Le Glacier du Rhône aura disparu à la fin du siècle. Sans sa source le Rhône devra s’adapter, naturellement et artificiellement.
«Le glacier du Rhône, terre blanche nourricière, inonde la Suisse de son majestueux fleuve à qui il donne naissance.»
Carte postale idyllique que nous conte Suisse-Tourisme. Oui mais voilà, le glacier fond et aura, selon l’office fédéral de l’environnement, quasiment disparu à la fin du siècle. Le symbole est fort : le Rhône aura alors perdu sa source.
Une résilience forte et naturelle.
Heureusement pour notre fleuve, il est l’enfant de 628 glaciers. Des parents qui lui font office d’éponge, ils retiennent l’eau en hiver pour la relâcher en été. La neige joue évidement le même rôle sur un temps plus court. Avec la disparition annoncée des glaciers et la remontée de la limite pluie-neige, son débit va être plus élevé en hiver et plus restreint en été, l’eau ne restant plus en altitude durant la saison froide.
Animation: Les Alpes helvètes alimentent 5 fleuves européens.
Selon Mikhaël Schwander de MeteoSuisse « la moyenne annuelle des précipitations alimentant le Rhône ne devrait pas varier au cours du siècle.

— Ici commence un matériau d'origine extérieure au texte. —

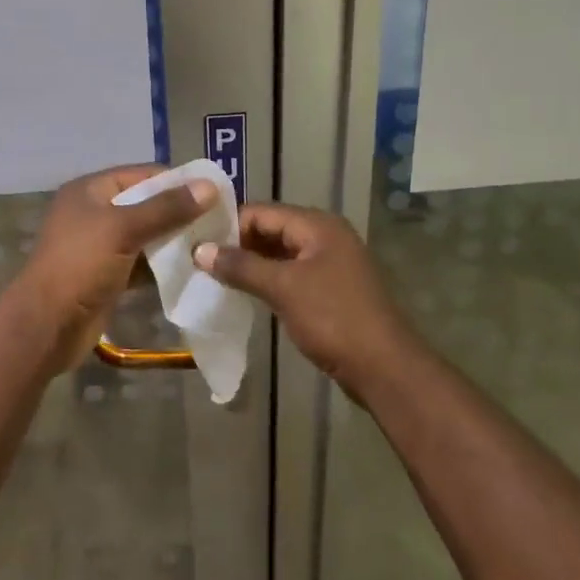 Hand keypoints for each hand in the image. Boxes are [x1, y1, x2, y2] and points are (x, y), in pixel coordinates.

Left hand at [16, 165, 217, 368]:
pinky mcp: (108, 275)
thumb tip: (209, 186)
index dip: (178, 181)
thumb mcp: (123, 229)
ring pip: (146, 235)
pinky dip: (163, 266)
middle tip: (220, 222)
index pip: (142, 174)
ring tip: (212, 245)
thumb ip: (166, 208)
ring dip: (175, 241)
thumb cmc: (80, 266)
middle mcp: (95, 212)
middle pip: (146, 204)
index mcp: (91, 191)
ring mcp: (100, 246)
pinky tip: (192, 270)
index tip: (216, 193)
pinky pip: (142, 262)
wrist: (46, 326)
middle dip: (180, 213)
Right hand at [192, 203, 415, 394]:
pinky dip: (267, 279)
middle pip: (271, 229)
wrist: (384, 367)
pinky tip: (243, 291)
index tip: (196, 240)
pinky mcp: (330, 289)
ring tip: (213, 274)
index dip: (229, 224)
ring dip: (250, 262)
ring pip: (280, 253)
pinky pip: (290, 273)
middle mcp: (325, 236)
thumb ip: (241, 266)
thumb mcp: (283, 288)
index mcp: (318, 225)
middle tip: (199, 258)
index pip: (262, 212)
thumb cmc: (333, 318)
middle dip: (237, 243)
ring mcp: (329, 263)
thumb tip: (199, 250) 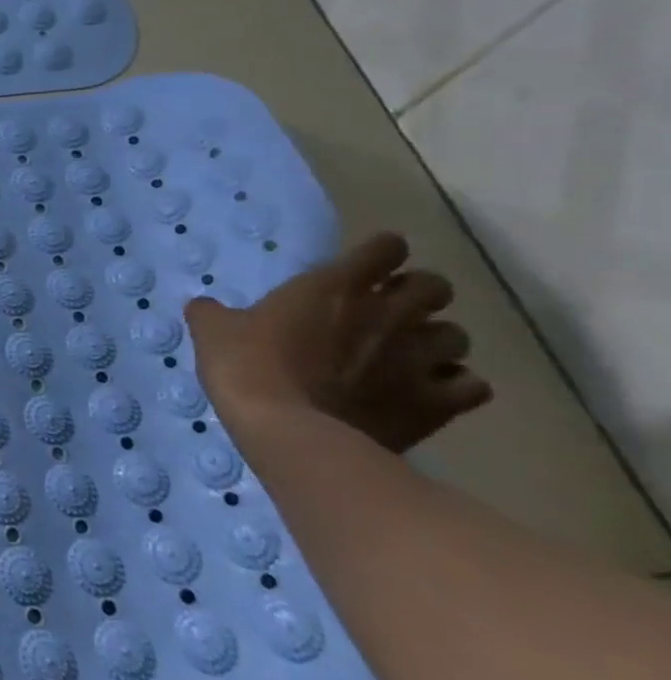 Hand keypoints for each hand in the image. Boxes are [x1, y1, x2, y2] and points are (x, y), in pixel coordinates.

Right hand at [185, 231, 492, 451]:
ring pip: (457, 335)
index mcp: (336, 285)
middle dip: (418, 294)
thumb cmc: (247, 367)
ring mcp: (418, 359)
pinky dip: (455, 384)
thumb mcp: (213, 331)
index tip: (364, 266)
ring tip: (411, 352)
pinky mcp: (436, 404)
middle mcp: (387, 313)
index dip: (379, 253)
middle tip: (388, 309)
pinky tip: (430, 391)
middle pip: (436, 286)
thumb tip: (206, 307)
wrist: (289, 431)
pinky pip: (471, 386)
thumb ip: (215, 312)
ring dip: (437, 339)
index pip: (385, 248) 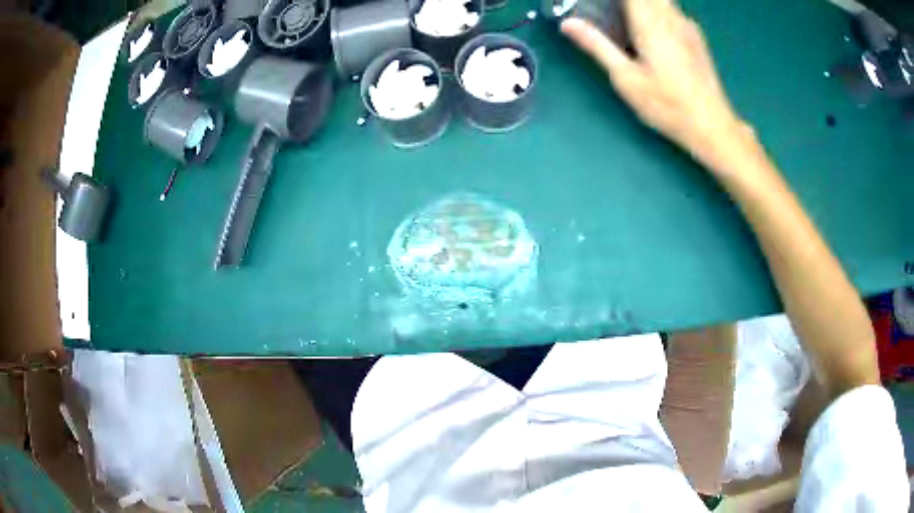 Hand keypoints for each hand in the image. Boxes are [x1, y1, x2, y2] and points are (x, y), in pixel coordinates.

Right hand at [562, 0, 747, 169]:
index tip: (600, 5)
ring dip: (643, 4)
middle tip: (611, 11)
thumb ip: (597, 46)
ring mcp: (687, 25)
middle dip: (627, 2)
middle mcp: (670, 16)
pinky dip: (657, 9)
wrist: (711, 126)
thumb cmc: (667, 105)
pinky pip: (672, 10)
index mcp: (650, 22)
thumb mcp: (626, 79)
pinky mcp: (696, 36)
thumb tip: (568, 23)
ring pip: (662, 0)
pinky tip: (651, 29)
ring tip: (626, 19) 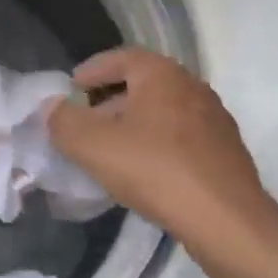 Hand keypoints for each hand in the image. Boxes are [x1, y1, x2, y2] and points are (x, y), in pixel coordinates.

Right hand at [46, 48, 277, 263]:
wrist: (226, 220)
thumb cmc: (156, 170)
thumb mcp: (94, 146)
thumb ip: (64, 122)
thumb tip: (52, 108)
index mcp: (163, 75)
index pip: (122, 57)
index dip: (93, 70)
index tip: (72, 87)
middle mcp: (192, 87)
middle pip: (143, 84)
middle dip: (110, 100)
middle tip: (85, 123)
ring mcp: (214, 119)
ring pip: (163, 112)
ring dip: (134, 124)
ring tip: (111, 150)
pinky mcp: (225, 151)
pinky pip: (181, 137)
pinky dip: (157, 144)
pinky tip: (144, 171) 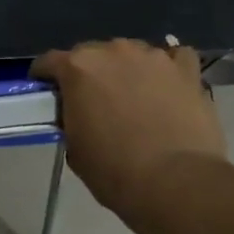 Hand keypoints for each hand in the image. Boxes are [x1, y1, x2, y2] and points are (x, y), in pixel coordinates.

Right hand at [32, 40, 227, 216]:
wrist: (174, 182)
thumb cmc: (113, 170)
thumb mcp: (74, 147)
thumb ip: (71, 119)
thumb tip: (80, 115)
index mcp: (78, 69)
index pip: (49, 61)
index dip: (45, 77)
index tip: (48, 92)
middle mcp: (114, 51)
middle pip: (93, 53)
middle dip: (89, 73)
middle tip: (93, 100)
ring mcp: (154, 57)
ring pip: (133, 54)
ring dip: (127, 70)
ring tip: (134, 96)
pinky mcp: (187, 70)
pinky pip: (174, 59)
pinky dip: (168, 69)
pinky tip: (168, 86) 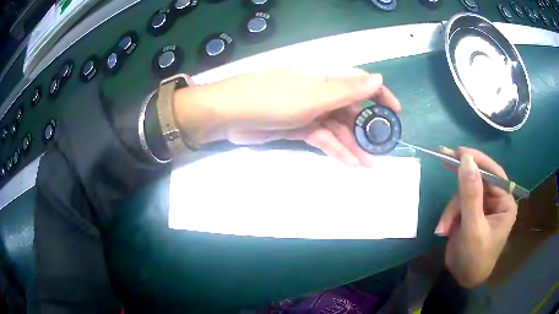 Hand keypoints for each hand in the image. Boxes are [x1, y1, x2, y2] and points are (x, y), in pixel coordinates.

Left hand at [173, 68, 400, 166]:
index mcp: (324, 79)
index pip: (359, 83)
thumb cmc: (270, 99)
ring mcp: (309, 113)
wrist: (229, 115)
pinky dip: (336, 150)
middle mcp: (319, 94)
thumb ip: (346, 90)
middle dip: (368, 128)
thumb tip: (378, 79)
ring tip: (370, 164)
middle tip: (383, 148)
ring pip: (338, 128)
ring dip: (353, 145)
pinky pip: (323, 139)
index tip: (396, 112)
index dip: (380, 96)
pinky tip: (349, 163)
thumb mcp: (313, 95)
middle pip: (351, 110)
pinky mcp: (298, 130)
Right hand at [435, 147, 517, 287]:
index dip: (477, 161)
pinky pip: (457, 204)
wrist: (462, 280)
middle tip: (443, 157)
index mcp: (505, 202)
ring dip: (451, 210)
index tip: (458, 152)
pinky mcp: (470, 213)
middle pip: (477, 180)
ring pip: (463, 194)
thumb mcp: (473, 228)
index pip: (493, 174)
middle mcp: (496, 201)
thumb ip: (471, 194)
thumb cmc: (475, 258)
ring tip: (443, 228)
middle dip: (460, 182)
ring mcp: (482, 207)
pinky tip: (444, 230)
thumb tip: (466, 160)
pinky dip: (448, 216) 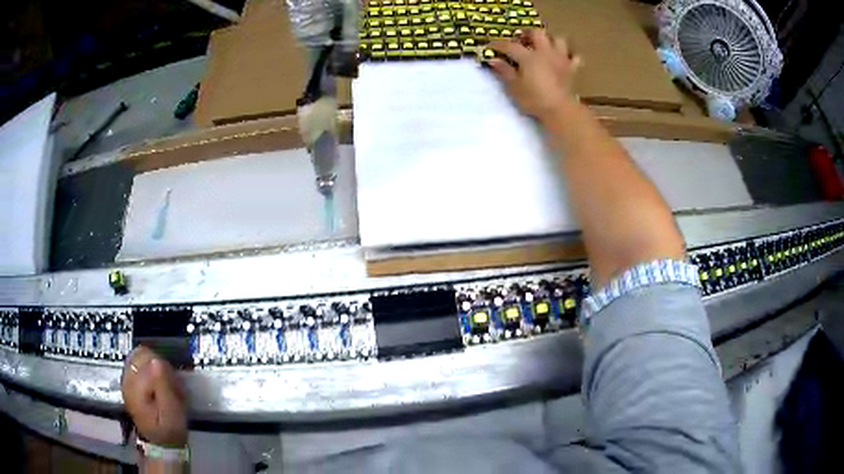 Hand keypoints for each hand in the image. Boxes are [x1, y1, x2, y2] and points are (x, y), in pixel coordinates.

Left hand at [122, 346, 187, 446]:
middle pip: (142, 353)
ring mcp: (126, 378)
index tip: (177, 388)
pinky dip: (148, 366)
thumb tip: (157, 361)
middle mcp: (127, 379)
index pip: (151, 362)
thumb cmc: (169, 430)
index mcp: (136, 389)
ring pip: (139, 354)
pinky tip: (156, 381)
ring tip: (163, 382)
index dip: (167, 371)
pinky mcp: (129, 379)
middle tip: (170, 384)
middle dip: (159, 364)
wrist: (161, 443)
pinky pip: (137, 361)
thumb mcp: (173, 414)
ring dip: (154, 364)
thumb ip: (165, 388)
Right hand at [488, 29, 581, 123]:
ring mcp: (560, 59)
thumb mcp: (514, 87)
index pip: (510, 45)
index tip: (490, 46)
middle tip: (521, 40)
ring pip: (558, 40)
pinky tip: (563, 59)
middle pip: (537, 33)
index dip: (498, 44)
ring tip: (543, 46)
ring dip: (550, 40)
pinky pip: (574, 57)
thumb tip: (493, 60)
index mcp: (529, 56)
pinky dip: (568, 55)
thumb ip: (504, 71)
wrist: (561, 110)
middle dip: (528, 33)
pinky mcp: (572, 69)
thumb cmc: (534, 99)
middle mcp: (545, 52)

Nous aurons des étés plus secs, mais avec des événements extrêmes plus violents et plus fréquents déversant de grandes quantités d’eau sous forme d’orages. Les hivers seront plus doux, charriant plus de vapeur d’eau dans l’atmosphère, ce qui favorise ainsi les précipitations.»

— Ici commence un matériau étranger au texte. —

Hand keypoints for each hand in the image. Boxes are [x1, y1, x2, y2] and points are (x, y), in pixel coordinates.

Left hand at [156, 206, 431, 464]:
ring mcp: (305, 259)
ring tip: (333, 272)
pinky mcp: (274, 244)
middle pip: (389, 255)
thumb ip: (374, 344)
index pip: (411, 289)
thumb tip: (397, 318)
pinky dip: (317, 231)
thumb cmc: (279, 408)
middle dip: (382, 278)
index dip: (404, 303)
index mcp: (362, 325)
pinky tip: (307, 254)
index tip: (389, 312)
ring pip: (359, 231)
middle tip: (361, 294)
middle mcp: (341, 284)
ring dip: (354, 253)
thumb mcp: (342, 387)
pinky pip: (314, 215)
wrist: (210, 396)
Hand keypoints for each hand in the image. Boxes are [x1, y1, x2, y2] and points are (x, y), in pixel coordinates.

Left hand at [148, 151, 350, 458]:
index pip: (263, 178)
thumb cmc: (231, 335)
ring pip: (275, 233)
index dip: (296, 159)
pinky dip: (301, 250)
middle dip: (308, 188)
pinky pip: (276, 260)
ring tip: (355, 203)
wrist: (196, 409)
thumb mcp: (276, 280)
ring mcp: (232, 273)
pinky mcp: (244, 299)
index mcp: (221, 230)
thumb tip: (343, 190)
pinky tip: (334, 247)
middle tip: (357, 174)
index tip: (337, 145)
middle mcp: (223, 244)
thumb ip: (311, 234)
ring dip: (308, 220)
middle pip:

Preuve de la résilience du Rhône malgré l’été caniculaire, le débit du fleuve est resté dans la moyenne des années précédentes. La fonte des glaciers compense encore le manque de précipitation.
A nous de nous adapter à ses changement.
Le Rhône coulera toujours mais sera plus capricieux. Un des défis que pose le réchauffement climatique est donc de garder le plus longtemps possible l’eau en montagne afin d’éviter les crues trop importantes et l’étiage lors de sécheresses.

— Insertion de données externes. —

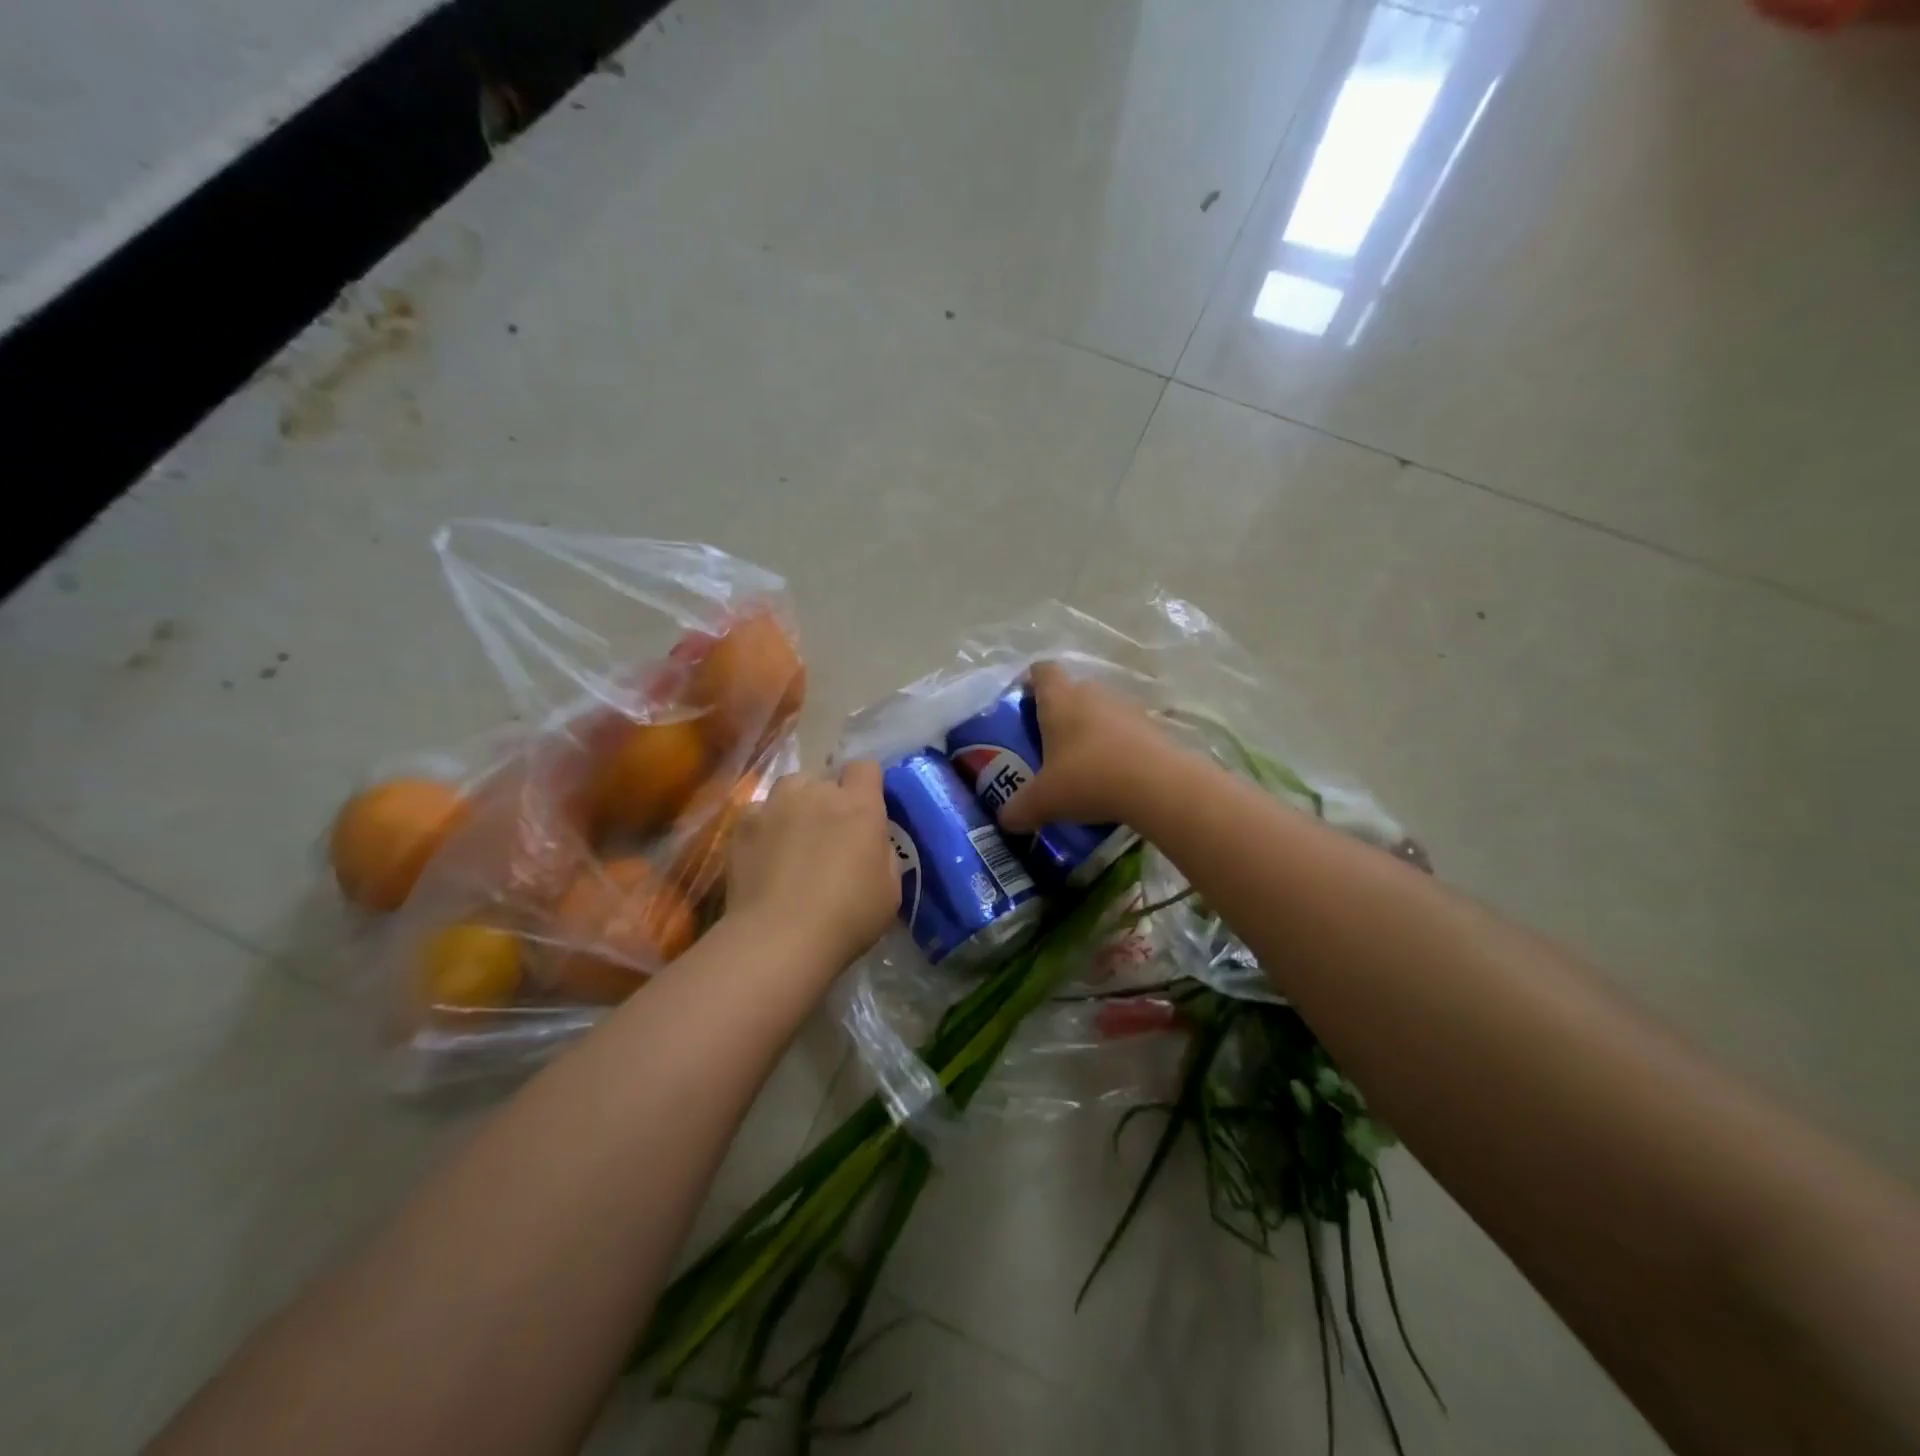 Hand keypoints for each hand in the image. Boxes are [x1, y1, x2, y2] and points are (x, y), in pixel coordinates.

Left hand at [725, 762, 897, 969]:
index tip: (866, 809)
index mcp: (860, 805)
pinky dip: (764, 826)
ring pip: (790, 787)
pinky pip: (758, 812)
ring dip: (796, 804)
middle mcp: (817, 793)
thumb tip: (872, 841)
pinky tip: (764, 854)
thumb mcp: (890, 889)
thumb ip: (882, 852)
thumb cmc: (848, 917)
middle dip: (829, 799)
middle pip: (824, 778)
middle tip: (829, 834)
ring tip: (794, 836)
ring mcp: (776, 805)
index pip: (865, 767)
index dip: (866, 784)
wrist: (779, 939)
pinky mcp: (743, 825)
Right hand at [998, 661, 1173, 831]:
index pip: (1042, 671)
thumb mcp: (1043, 801)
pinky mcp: (1153, 727)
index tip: (1025, 704)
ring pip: (1102, 711)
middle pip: (1073, 691)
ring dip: (1092, 731)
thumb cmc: (1088, 779)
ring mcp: (1127, 707)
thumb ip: (1019, 809)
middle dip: (1060, 714)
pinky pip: (1127, 731)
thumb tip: (1006, 820)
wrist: (1157, 786)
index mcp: (1059, 699)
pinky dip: (1118, 748)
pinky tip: (1114, 776)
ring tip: (1084, 765)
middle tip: (1049, 745)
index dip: (1031, 682)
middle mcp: (1093, 693)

Les glaciers du Rhône, c’est 40 km3 de glace. En comparaison, l’ensemble des grands réservoirs valaisans ont une capacité de 1,2 km3. Jamais les barrages ne remplaceront le volume d’eau des glaciers. En revanche, leur utilité de retenue hydrique en altitude est primordiale.
Il y a 117 barrages en Valais. Il y a quelques années, ils étaient considérés comme obsolètes et trop coûteux. L’électricité était alors bon marché, les turbines de la Grande Dixence n’étaient plus rentables. Mais la crise énergétique actuelle et les futurs défis climatiques ont ramené les barrages sur le devant de la scène. «Plus les glaciers fondent, plus les lacs de retenue se remplissent de potentiels kilowattheures à échanger sur les marchés» précise l’hydrologue et guide de montagne Frédéric Jordan. «Le stock hydrique va augmenter pendant 40 à 50 ans, jusqu’au pic de fonte des glaces, puis revenir au même niveau que lors de leur construction.»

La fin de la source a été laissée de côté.